PROVIDED DATA >>
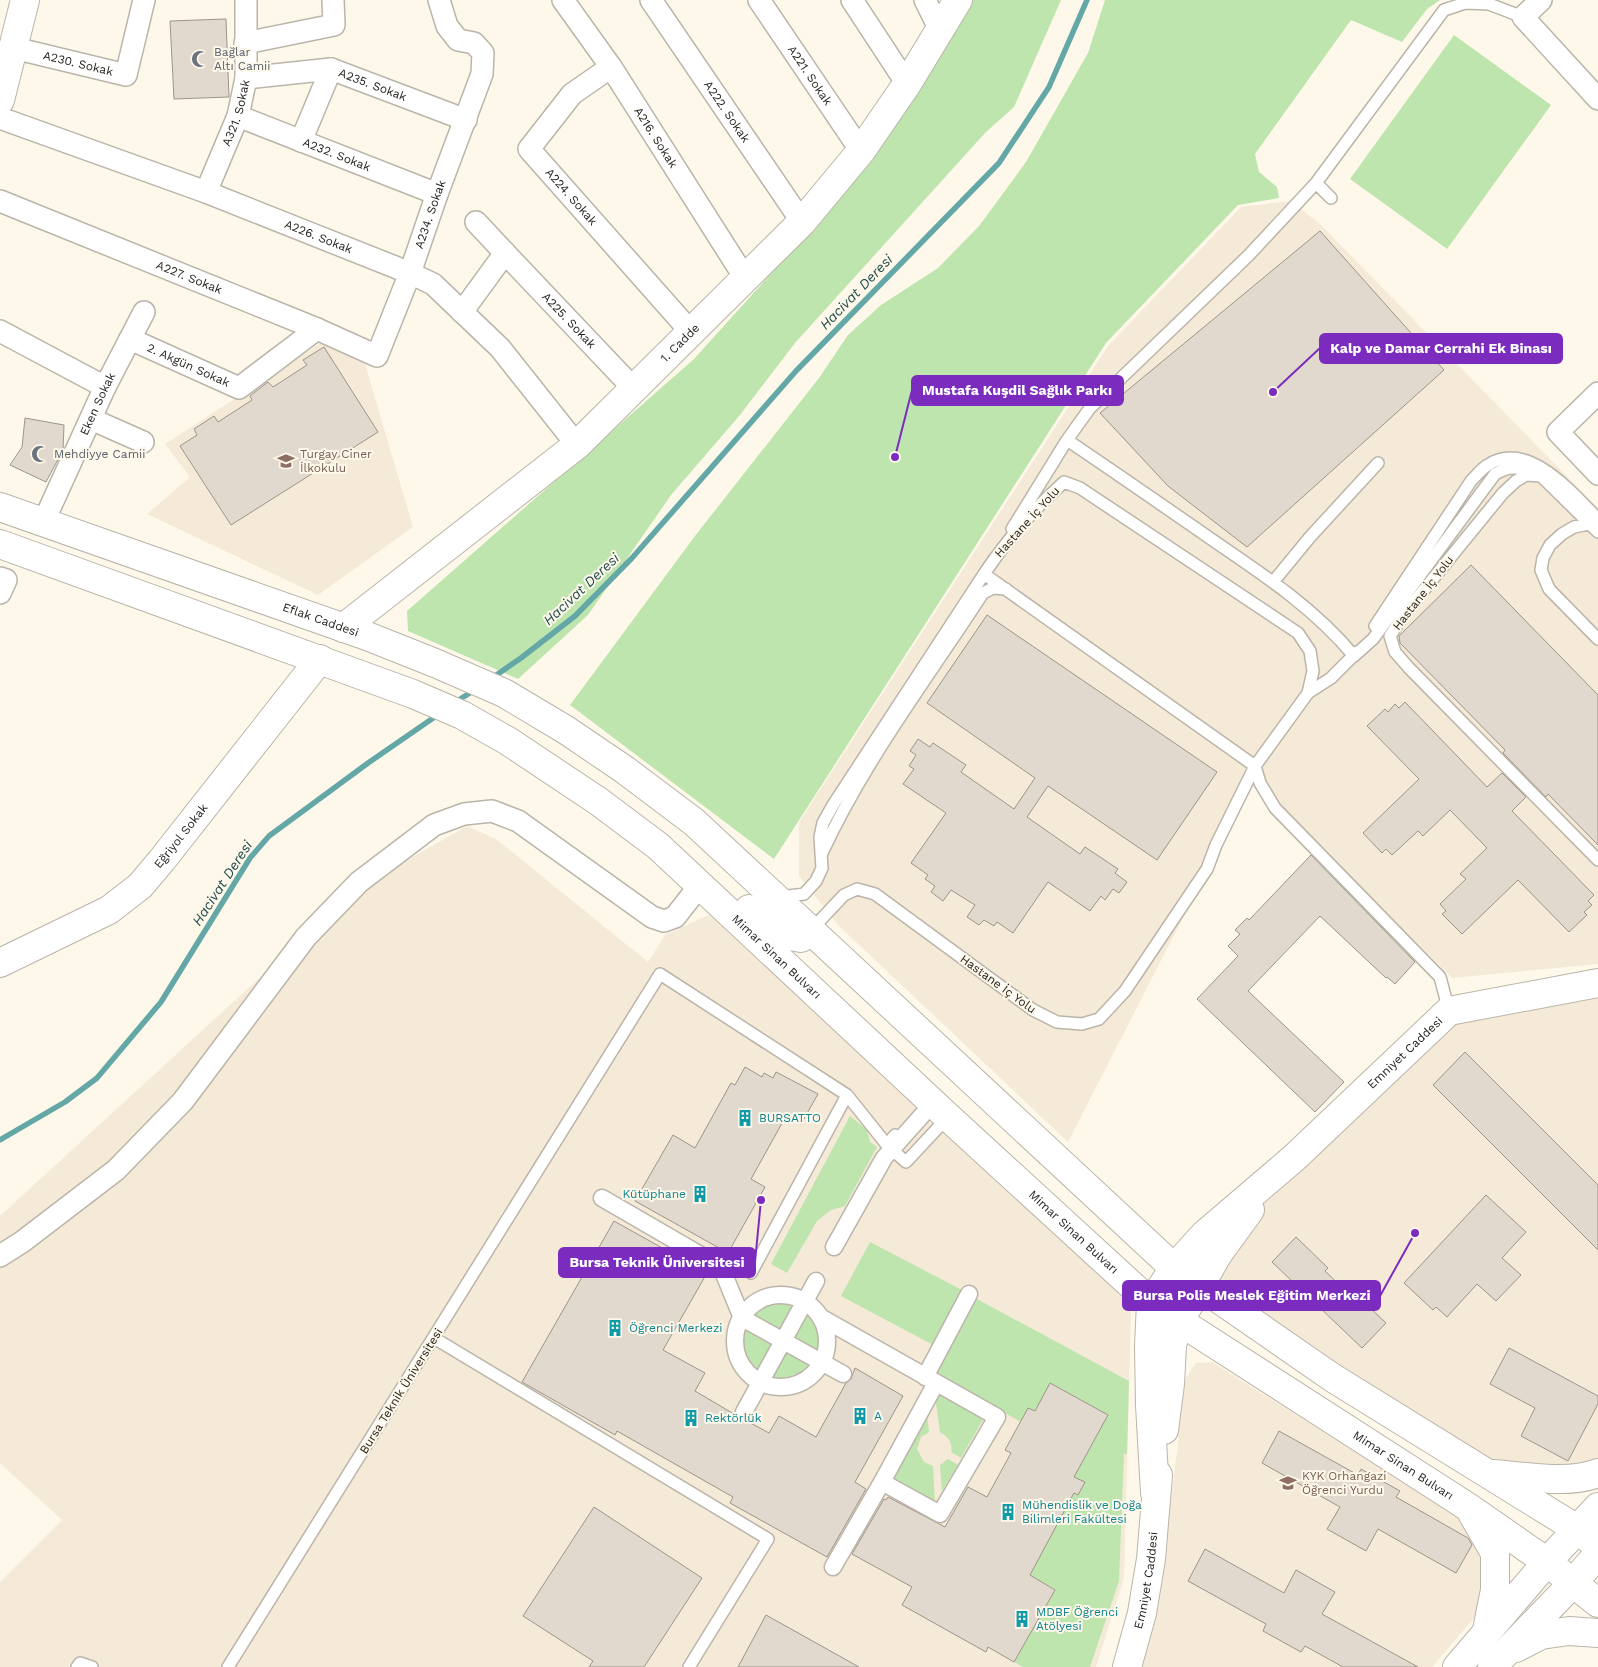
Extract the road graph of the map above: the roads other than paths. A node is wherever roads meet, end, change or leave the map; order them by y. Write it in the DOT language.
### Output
graph roads {
  1 [pos="144,0"];
  2 [pos="246,0"];
  3 [pos="333,0"];
  4 [pos="439,0"];
  5 [pos="563,0"];
  6 [pos="651,0"];
  7 [pos="759,0"];
  8 [pos="852,0"];
  9 [pos="925,0"];
  10 [pos="958,0"];
  11 [pos="1541,0"];
  12 [pos="21,1"];
  13 [pos="1523,17"];
  14 [pos="940,30"];
  15 [pos="245,43"];
  16 [pos="14,48"];
  17 [pos="610,67"];
  18 [pos="331,69"];
  19 [pos="246,78"];
  20 [pos="907,84"];
  21 [pos="0,100"];
  22 [pos="1598,100"];
  23 [pos="238,116"];
  24 [pos="0,118"];
  25 [pos="466,120"];
  26 [pos="301,141"];
  27 [pos="861,151"];
  28 [pos="1316,182"];
  29 [pos="206,192"];
  30 [pos="436,194"];
  31 [pos="1331,198"];
  32 [pos="0,201"];
  33 [pos="476,222"];
  34 [pos="802,222"];
  35 [pos="505,253"];
  36 [pos="410,273"];
  37 [pos="745,278"];
  38 [pos="144,312"];
  39 [pos="462,312"];
  40 [pos="317,330"];
  41 [pos="0,331"];
  42 [pos="691,332"];
  43 [pos="130,339"];
  44 [pos="377,356"];
  45 [pos="105,387"];
  46 [pos="634,389"];
  47 [pos="1598,393"];
  48 [pos="90,419"];
  49 [pos="1067,440"];
  50 [pos="143,442"];
  51 [pos="577,445"];
  52 [pos="1378,463"];
  53 [pos="1598,474"];
  54 [pos="1541,476"];
  55 [pos="0,507"];
  56 [pos="43,523"];
  57 [pos="1596,524"];
  58 [pos="0,544"];
  59 [pos="993,560"];
  60 [pos="984,574"];
  61 [pos="1273,582"];
  62 [pos="1006,590"];
  63 [pos="355,632"];
  64 [pos="1598,639"];
  65 [pos="1354,656"];
  66 [pos="331,663"];
  67 [pos="1308,693"];
  68 [pos="1256,766"];
  69 [pos="658,846"];
  70 [pos="822,853"];
  71 [pos="1598,860"];
  72 [pos="700,884"];
  73 [pos="772,894"];
  74 [pos="811,930"];
  75 [pos="0,963"];
  76 [pos="1598,983"];
  77 [pos="1449,1011"];
  78 [pos="847,1096"];
  79 [pos="936,1106"];
  80 [pos="889,1147"];
  81 [pos="1294,1158"];
  82 [pos="602,1198"];
  83 [pos="834,1247"];
  84 [pos="0,1256"];
  85 [pos="1174,1268"];
  86 [pos="751,1273"];
  87 [pos="816,1281"];
  88 [pos="1199,1286"];
  89 [pos="969,1294"];
  90 [pos="805,1301"];
  91 [pos="1152,1303"];
  92 [pos="742,1318"];
  93 [pos="822,1318"];
  94 [pos="1179,1322"];
  95 [pos="434,1338"];
  96 [pos="783,1341"];
  97 [pos="1226,1352"];
  98 [pos="822,1363"];
  99 [pos="843,1374"];
  100 [pos="930,1380"];
  101 [pos="760,1382"];
  102 [pos="1170,1384"];
  103 [pos="744,1412"];
  104 [pos="1488,1473"];
  105 [pos="1598,1473"];
  106 [pos="882,1482"];
  107 [pos="1156,1493"];
  108 [pos="1468,1507"];
  109 [pos="1598,1507"];
  110 [pos="1588,1537"];
  111 [pos="1598,1554"];
  112 [pos="1546,1562"];
  113 [pos="833,1567"];
  114 [pos="1573,1583"];
  115 [pos="1598,1603"];
  116 [pos="1486,1633"];
  117 [pos="1598,1633"];
  118 [pos="1497,1662"];
  119 [pos="77,1667"];
  120 [pos="92,1667"];
  121 [pos="228,1667"];
  122 [pos="689,1667"];
  123 [pos="1127,1667"];
  124 [pos="1457,1667"];
  1 -- 16 [label="street, A230. Sokak"];
  2 -- 15 [label="street, A321. Sokak"];
  3 -- 15 [label="street"];
  4 -- 25 [label="street, A234. Sokak"];
  5 -- 17 [label="street, A216. Sokak"];
  6 -- 34 [label="street, A222. Sokak"];
  7 -- 27 [label="street, A221. Sokak"];
  8 -- 20 [label="street"];
  9 -- 14 [label="street"];
  10 -- 14 [label="main road, 1. Cadde"];
  11 -- 13 [label="street"];
  12 -- 16 [label="main road"];
  13 -- 22 [label="street"];
  13 -- 28 [label="lane"];
  14 -- 20 [label="main road, 1. Cadde"];
  15 -- 19 [label="street, A321. Sokak"];
  16 -- 21 [label="main road"];
  17 -- 37 [label="street, A216. Sokak"];
  17 -- 42 [label="street, A224. Sokak"];
  18 -- 19 [label="street, A235. Sokak"];
  18 -- 25 [label="street, A235. Sokak"];
  18 -- 26 [label="street"];
  19 -- 23 [label="street, A321. Sokak"];
  20 -- 27 [label="main road, 1. Cadde"];
  23 -- 26 [label="street, A232. Sokak"];
  23 -- 29 [label="street, A321. Sokak"];
  24 -- 29 [label="street, A226. Sokak"];
  25 -- 30 [label="street, A234. Sokak"];
  26 -- 30 [label="street, A232. Sokak"];
  27 -- 34 [label="main road, 1. Cadde"];
  28 -- 31 [label="lane"];
  28 -- 49 [label="lane"];
  29 -- 36 [label="street, A226. Sokak"];
  30 -- 36 [label="street, A234. Sokak"];
  32 -- 40 [label="street, A227. Sokak"];
  33 -- 35 [label="street, A225. Sokak"];
  34 -- 37 [label="main road, 1. Cadde"];
  35 -- 39 [label="street"];
  35 -- 46 [label="street, A225. Sokak"];
  36 -- 39 [label="street, A226. Sokak"];
  36 -- 44 [label="street, A234. Sokak"];
  37 -- 42 [label="main road, 1. Cadde"];
  38 -- 43 [label="street, Eken Sokak"];
  39 -- 51 [label="street, A226. Sokak"];
  40 -- 43 [label="street, 2. Akgün Sokak"];
  40 -- 44 [label="street, A227. Sokak"];
  41 -- 45 [label="street"];
  42 -- 46 [label="main road, 1. Cadde"];
  43 -- 45 [label="street, Eken Sokak"];
  45 -- 48 [label="street, Eken Sokak"];
  46 -- 51 [label="main road, 1. Cadde"];
  47 -- 53 [label="street"];
  48 -- 50 [label="street"];
  48 -- 56 [label="street, Eken Sokak"];
  49 -- 59 [label="lane"];
  49 -- 61 [label="lane"];
  51 -- 63 [label="main road, 1. Cadde"];
  52 -- 61 [label="lane"];
  54 -- 57 [label="lane"];
  54 -- 65 [label="lane"];
  54 -- 71 [label="lane, Hastane İç Yolu"];
  55 -- 56 [label="main road, Eflak Caddesi"];
  56 -- 63 [label="main road, Eflak Caddesi"];
  57 -- 64 [label="lane"];
  57 -- 65 [label="lane, Hastane İç Yolu"];
  58 -- 66 [label="main road"];
  59 -- 60 [label="lane, Hastane İç Yolu"];
  59 -- 67 [label="lane, Hastane İç Yolu"];
  60 -- 62 [label="lane"];
  60 -- 70 [label="lane, Hastane İç Yolu"];
  61 -- 65 [label="lane"];
  62 -- 68 [label="lane"];
  62 -- 70 [label="lane"];
  63 -- 73 [label="main road, Eflak Caddesi"];
  65 -- 67 [label="lane, Hastane İç Yolu"];
  66 -- 69 [label="main road, Mimar Sinan Bulvarı"];
  66 -- 75 [label="main road, Eğriyol Sokak"];
  67 -- 68 [label="lane, Hastane İç Yolu"];
  68 -- 74 [label="lane, Hastane İç Yolu"];
  68 -- 77 [label="lane"];
  69 -- 72 [label="main road, Mimar Sinan Bulvarı"];
  69 -- 74 [label="main road"];
  70 -- 73 [label="lane, Hastane İç Yolu"];
  72 -- 79 [label="main road, Mimar Sinan Bulvarı"];
  72 -- 84 [label="street"];
  73 -- 74 [label="main road"];
  74 -- 85 [label="main road"];
  76 -- 77 [label="main road, Emniyet Caddesi"];
  77 -- 81 [label="main road, Emniyet Caddesi"];
  78 -- 80 [label="lane, Bursa Teknik Üniversitesi"];
  78 -- 86 [label="lane"];
  78 -- 95 [label="lane, Bursa Teknik Üniversitesi"];
  79 -- 80 [label="street"];
  79 -- 91 [label="main road, Mimar Sinan Bulvarı"];
  80 -- 83 [label="street"];
  81 -- 85 [label="main road"];
  81 -- 88 [label="main road"];
  82 -- 92 [label="street"];
  85 -- 88 [label="main road"];
  85 -- 91 [label="main road"];
  87 -- 90 [label="street"];
  88 -- 94 [label="main road"];
  88 -- 104 [label="main road"];
  89 -- 100 [label="street"];
  90 -- 92 [label="street"];
  90 -- 93 [label="street"];
  90 -- 96 [label="street"];
  91 -- 94 [label="main road, Mimar Sinan Bulvarı"];
  91 -- 107 [label="main road"];
  92 -- 96 [label="street"];
  92 -- 101 [label="street"];
  93 -- 98 [label="street"];
  93 -- 100 [label="street"];
  94 -- 97 [label="main road, Mimar Sinan Bulvarı"];
  94 -- 102 [label="main road"];
  95 -- 121 [label="lane, Bursa Teknik Üniversitesi"];
  95 -- 122 [label="lane"];
  96 -- 98 [label="street"];
  96 -- 101 [label="street"];
  97 -- 102 [label="main road"];
  97 -- 108 [label="main road, Mimar Sinan Bulvarı"];
  98 -- 99 [label="street"];
  98 -- 101 [label="street"];
  100 -- 106 [label="street"];
  100 -- 106 [label="street"];
  101 -- 103 [label="street"];
  102 -- 107 [label="main road"];
  104 -- 105 [label="main road"];
  104 -- 110 [label="main road"];
  106 -- 113 [label="street"];
  107 -- 123 [label="main road, Emniyet Caddesi"];
  108 -- 112 [label="main road, Mimar Sinan Bulvarı"];
  108 -- 116 [label="main road"];
  109 -- 110 [label="main road"];
  110 -- 112 [label="main road"];
  111 -- 114 [label="main road"];
  112 -- 114 [label="main road, Mimar Sinan Bulvarı"];
  112 -- 116 [label="main road"];
  114 -- 115 [label="main road, Mimar Sinan Bulvarı"];
  114 -- 118 [label="main road"];
  116 -- 124 [label="main road"];
  117 -- 118 [label="main road"];
  119 -- 120 [label="lane"];
}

PROMPT >> Your task is to find each line in the entries that contains the string "Eken" and copy it.

RESPONSE TO THIS EXERCISE >>
  38 -- 43 [label="street, Eken Sokak"];
  43 -- 45 [label="street, Eken Sokak"];
  45 -- 48 [label="street, Eken Sokak"];
  48 -- 56 [label="street, Eken Sokak"];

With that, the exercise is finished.